According to reports, the equipment found on the plane also included "military communication devices and components that could be used for missiles."
Foreign Ministry Spokesman Selcuk Unal confirmed ss that a Syrian plane was forced to land.
"We asked a Syrian civilian plane to land," he said in an email. "We are investigating."
Turkish Foreign Minister Ahmet Davutoglu, said that the plane was forced to land because of information that it may be carrying "certain equipment in breach of civil aviation rules."
Davutoglu added that Turkey received intelligence that the plane was carrying "non-civilian" cargo.
"Turkey is determined to stop any transfer of weapons to the Syrian administration through its airspace," he said.
Turkey later confiscated the suspicious cargo found on board, announced NTV television.
'Syrian airspace unsafe' (Photo: EPA)
According to NTV, Turkish authorities believe that the cargo contains parts of missiles. The plane awaits the green light from Ankara to resume its flight with 35 passengers on board.
The move comes amid heightened tensions between Turkey and Syria, which have been exchanging artillery fire across the volatile border in the past week.
Russia's Interfax news agency reported Wednesday that 17 Russian nationals, including children, were aboard the flight and that both Russia and Syria had demanded an explanation from Ankara.
"The Russian Embassy in Turkey immediately sent a communiqué to the Turkish Foreign Ministry demanding an explanation," the report said.
Meanwhile, Turkish authorities declared the Syrian airspace to be unsafe and were stopping Turkish aircraft from flying over the civil-war torn country, the Foreign Ministry said.
Earlier Wednesday, Turkey's military chief vowed to respond with more force to any further shelling from Syria, keeping up the pressure on its southern neighbor a day after NATO said it stood ready to defend Turkey.
Gen.
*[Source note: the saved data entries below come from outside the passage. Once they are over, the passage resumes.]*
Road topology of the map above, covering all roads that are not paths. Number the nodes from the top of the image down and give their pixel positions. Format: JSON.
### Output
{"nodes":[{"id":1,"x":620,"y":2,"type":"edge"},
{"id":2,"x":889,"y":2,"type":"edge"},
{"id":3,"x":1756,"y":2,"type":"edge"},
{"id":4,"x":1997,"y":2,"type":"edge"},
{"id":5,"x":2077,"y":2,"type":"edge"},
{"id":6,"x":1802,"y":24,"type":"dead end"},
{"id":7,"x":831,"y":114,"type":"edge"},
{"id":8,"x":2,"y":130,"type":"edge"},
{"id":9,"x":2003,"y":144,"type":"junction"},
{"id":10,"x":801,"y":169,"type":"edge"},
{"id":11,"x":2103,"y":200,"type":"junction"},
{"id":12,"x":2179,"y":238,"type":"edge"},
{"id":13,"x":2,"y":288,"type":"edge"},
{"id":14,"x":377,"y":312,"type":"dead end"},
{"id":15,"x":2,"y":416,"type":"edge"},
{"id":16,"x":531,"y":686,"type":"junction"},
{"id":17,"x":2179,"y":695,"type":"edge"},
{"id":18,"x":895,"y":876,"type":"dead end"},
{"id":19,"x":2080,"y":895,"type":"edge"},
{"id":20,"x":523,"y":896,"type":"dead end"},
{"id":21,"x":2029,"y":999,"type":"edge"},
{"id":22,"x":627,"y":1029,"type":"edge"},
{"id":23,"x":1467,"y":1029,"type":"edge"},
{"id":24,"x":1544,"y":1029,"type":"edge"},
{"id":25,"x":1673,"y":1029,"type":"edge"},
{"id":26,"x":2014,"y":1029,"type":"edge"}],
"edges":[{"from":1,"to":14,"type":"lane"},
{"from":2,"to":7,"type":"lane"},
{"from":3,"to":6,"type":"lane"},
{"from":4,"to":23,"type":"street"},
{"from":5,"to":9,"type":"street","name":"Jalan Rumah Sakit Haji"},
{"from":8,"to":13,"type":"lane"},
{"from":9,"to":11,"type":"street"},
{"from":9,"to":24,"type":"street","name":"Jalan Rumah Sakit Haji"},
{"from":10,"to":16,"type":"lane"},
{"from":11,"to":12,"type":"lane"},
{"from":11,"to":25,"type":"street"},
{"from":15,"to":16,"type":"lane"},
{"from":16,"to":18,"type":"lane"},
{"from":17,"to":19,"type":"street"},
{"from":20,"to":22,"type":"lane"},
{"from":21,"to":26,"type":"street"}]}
Necdet Ozel was inspecting troops who have been put on alert along the 566-mile border with Syria after a week of cross-border artillery and mortar exchanges escalated tensions between the neighbors, sparking fears of a wider regional conflict.
"We responded and if (the shelling) continues, we will respond with more force," the private Dogan news agency quoted Ozel as saying during a visit to the town of Akcakale.